_Stored records_:

============

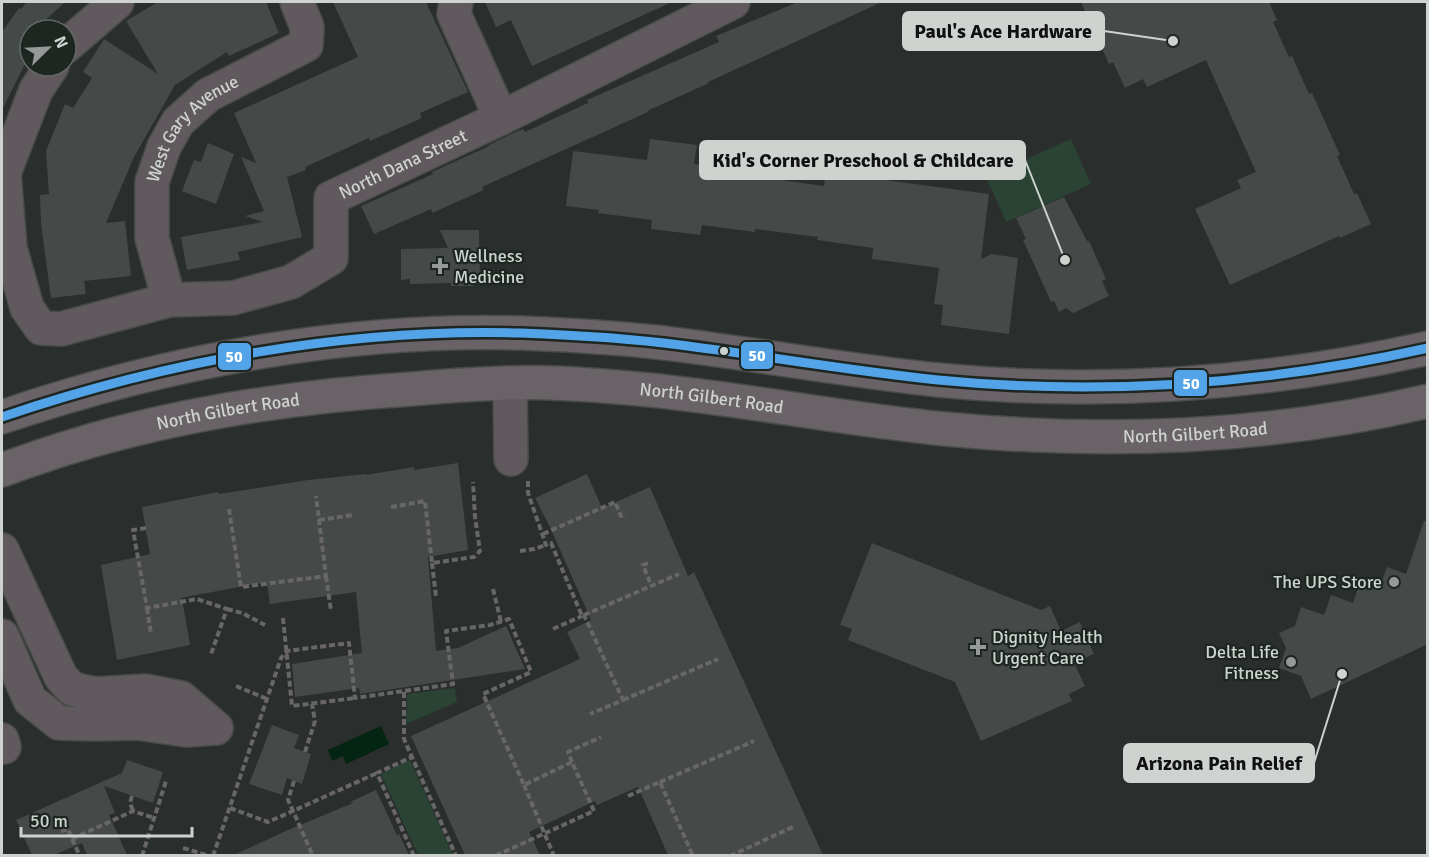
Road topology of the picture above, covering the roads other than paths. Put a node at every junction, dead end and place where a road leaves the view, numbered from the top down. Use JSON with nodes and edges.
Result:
{"nodes":[{"id":1,"x":117,"y":2,"type":"edge"},
{"id":2,"x":297,"y":2,"type":"edge"},
{"id":3,"x":456,"y":2,"type":"edge"},
{"id":4,"x":733,"y":2,"type":"edge"},
{"id":5,"x":78,"y":36,"type":"edge"},
{"id":6,"x":44,"y":78,"type":"edge"},
{"id":7,"x":501,"y":118,"type":"junction"},
{"id":8,"x":169,"y":300,"type":"junction"},
{"id":9,"x":1428,"y":348,"type":"edge"},
{"id":10,"x":510,"y":382,"type":"junction"},
{"id":11,"x":1428,"y":401,"type":"edge"},
{"id":12,"x":2,"y":417,"type":"edge"},
{"id":13,"x":519,"y":467,"type":"road end"},
{"id":14,"x":2,"y":470,"type":"edge"},
{"id":15,"x":2,"y":550,"type":"edge"},
{"id":16,"x":2,"y":636,"type":"edge"}],
"edges":[{"from":1,"to":5,"type":"street"},
{"from":2,"to":8,"type":"street","name":"West Gary Avenue"},
{"from":3,"to":7,"type":"street"},
{"from":4,"to":7,"type":"street","name":"North Dana Street"},
{"from":6,"to":8,"type":"street","name":"North Dana Street"},
{"from":7,"to":8,"type":"street","name":"North Dana Street"},
{"from":9,"to":12,"type":"main road"},
{"from":10,"to":11,"type":"main road","name":"North Gilbert Road"},
{"from":10,"to":13,"type":"street"},
{"from":10,"to":14,"type":"main road","name":"North Gilbert Road"},
{"from":15,"to":16,"type":"street"}]}
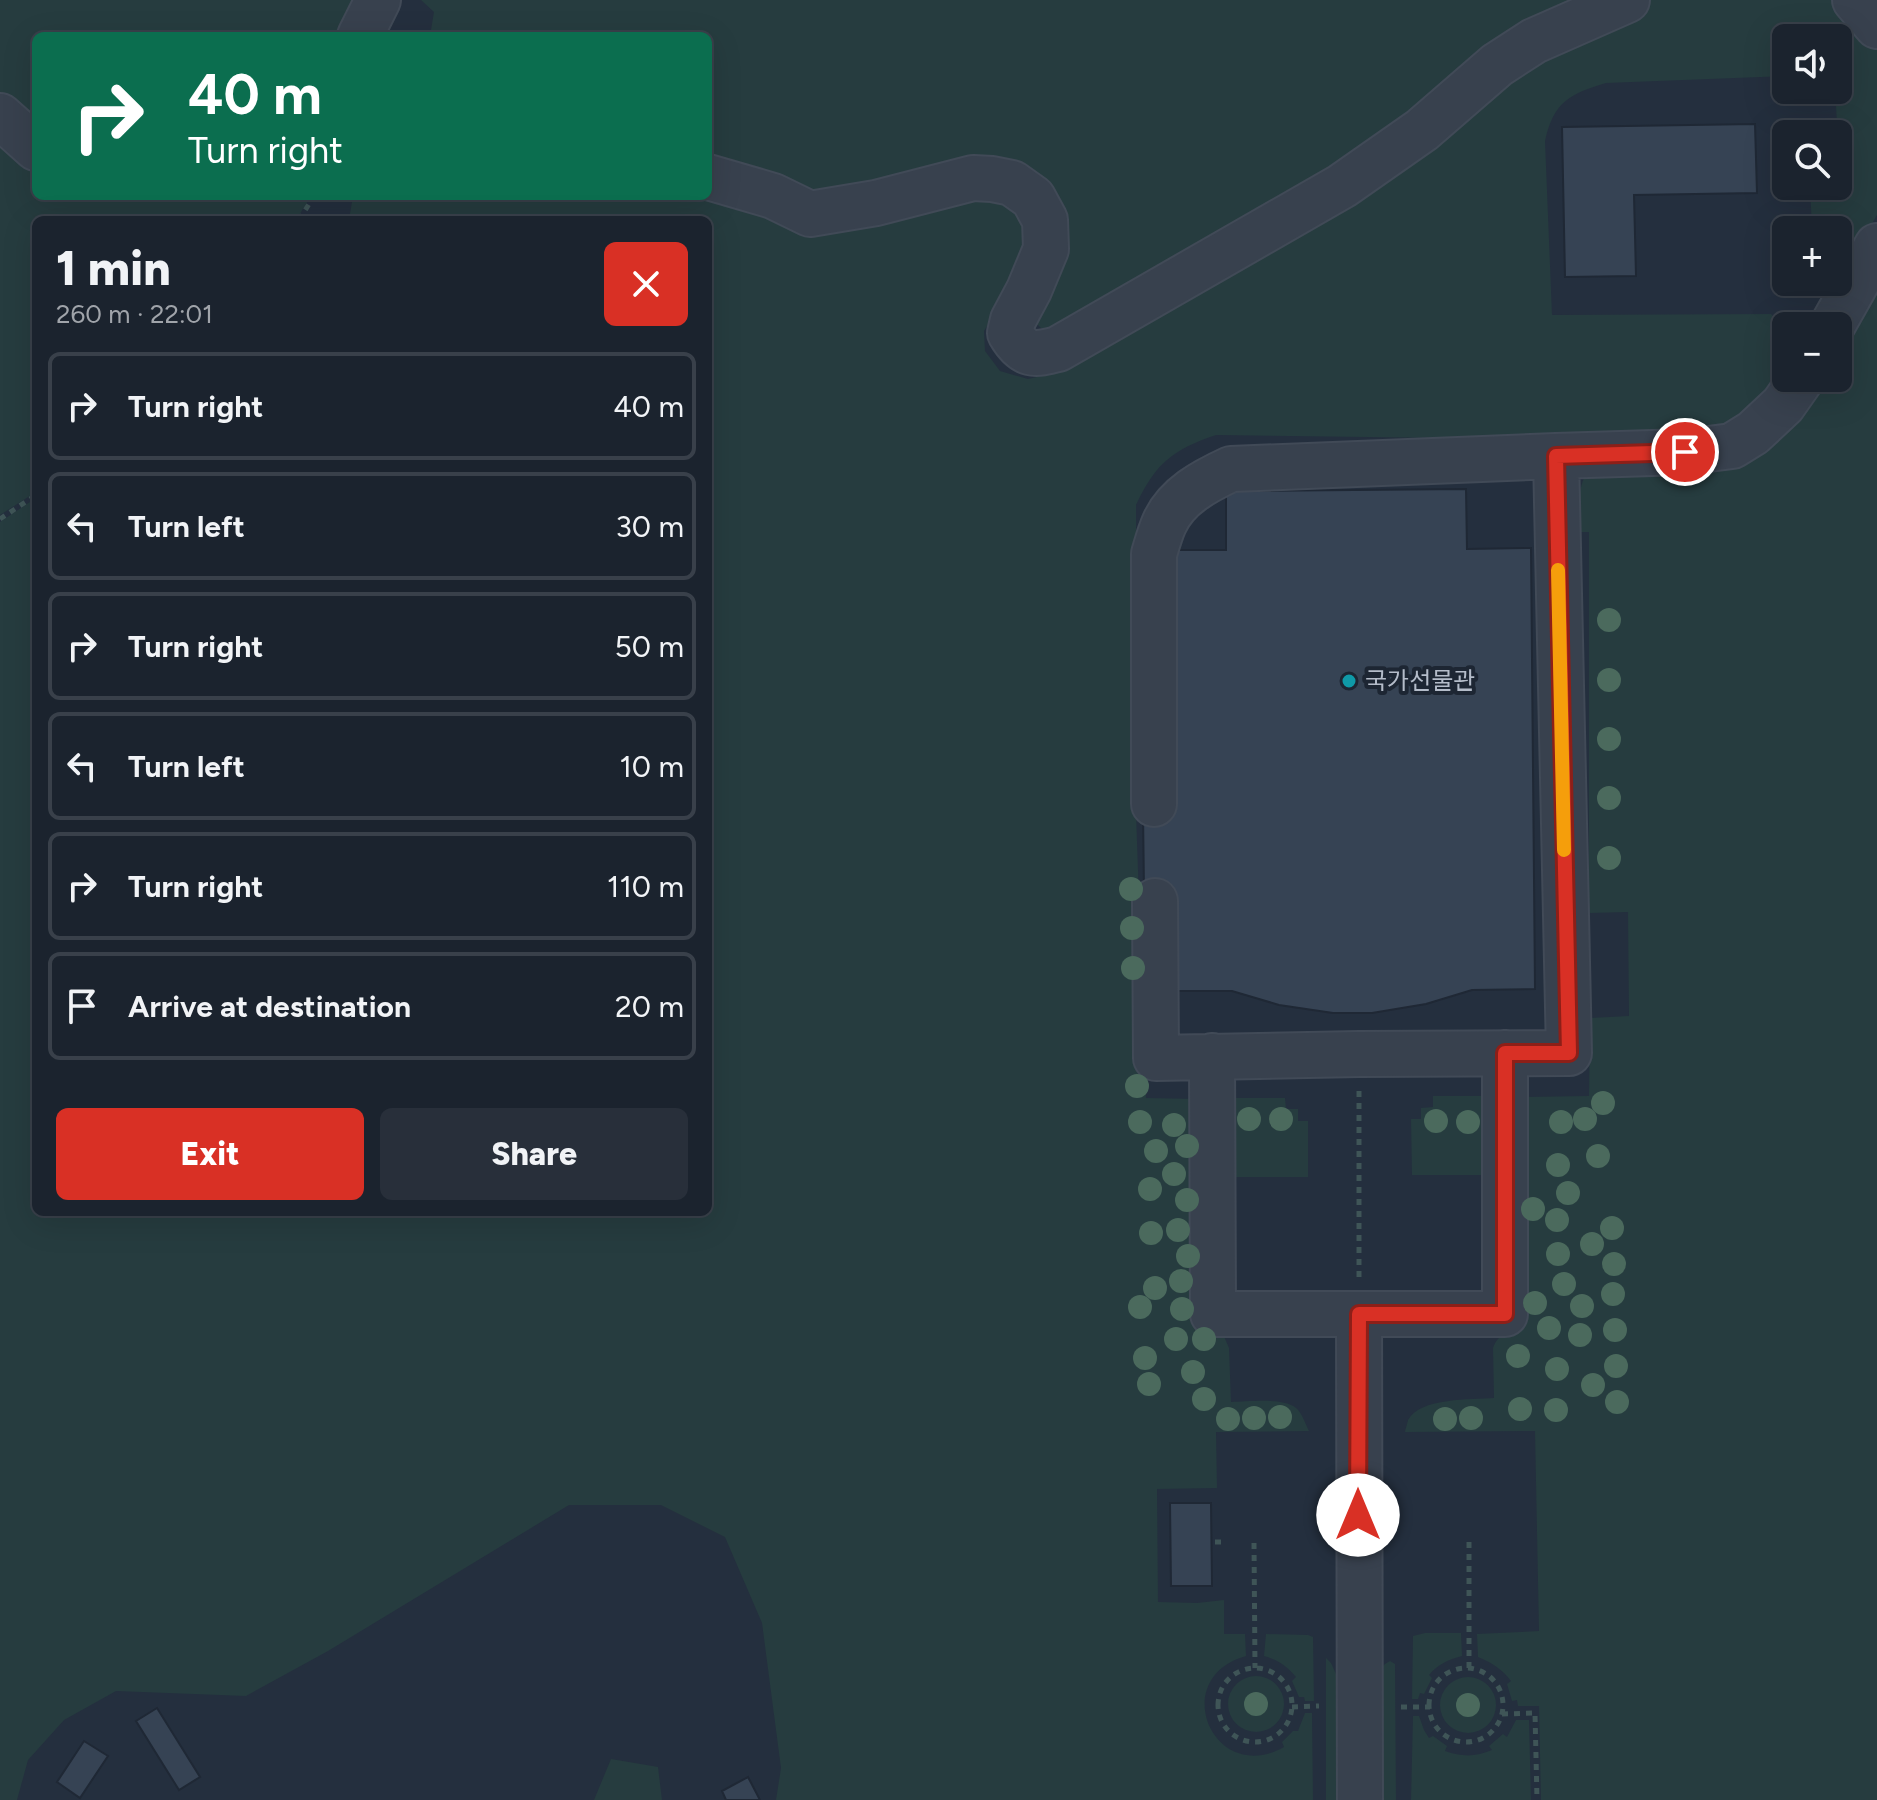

============

_WHAT IS EXPECTED_:
Output the data above verbatim, pictures excluded.

_OUTPUT FOR THIS EXERCISE_:
Road topology of the picture above, covering the roads other than paths. Put a node at every junction, dead end and place where a road leaves the view, numbered from the top down. Use JSON with nodes and edges.
Result:
{"nodes":[{"id":1,"x":117,"y":2,"type":"edge"},
{"id":2,"x":297,"y":2,"type":"edge"},
{"id":3,"x":456,"y":2,"type":"edge"},
{"id":4,"x":733,"y":2,"type":"edge"},
{"id":5,"x":78,"y":36,"type":"edge"},
{"id":6,"x":44,"y":78,"type":"edge"},
{"id":7,"x":501,"y":118,"type":"junction"},
{"id":8,"x":169,"y":300,"type":"junction"},
{"id":9,"x":1428,"y":348,"type":"edge"},
{"id":10,"x":510,"y":382,"type":"junction"},
{"id":11,"x":1428,"y":401,"type":"edge"},
{"id":12,"x":2,"y":417,"type":"edge"},
{"id":13,"x":519,"y":467,"type":"road end"},
{"id":14,"x":2,"y":470,"type":"edge"},
{"id":15,"x":2,"y":550,"type":"edge"},
{"id":16,"x":2,"y":636,"type":"edge"}],
"edges":[{"from":1,"to":5,"type":"street"},
{"from":2,"to":8,"type":"street","name":"West Gary Avenue"},
{"from":3,"to":7,"type":"street"},
{"from":4,"to":7,"type":"street","name":"North Dana Street"},
{"from":6,"to":8,"type":"street","name":"North Dana Street"},
{"from":7,"to":8,"type":"street","name":"North Dana Street"},
{"from":9,"to":12,"type":"main road"},
{"from":10,"to":11,"type":"main road","name":"North Gilbert Road"},
{"from":10,"to":13,"type":"street"},
{"from":10,"to":14,"type":"main road","name":"North Gilbert Road"},
{"from":15,"to":16,"type":"street"}]}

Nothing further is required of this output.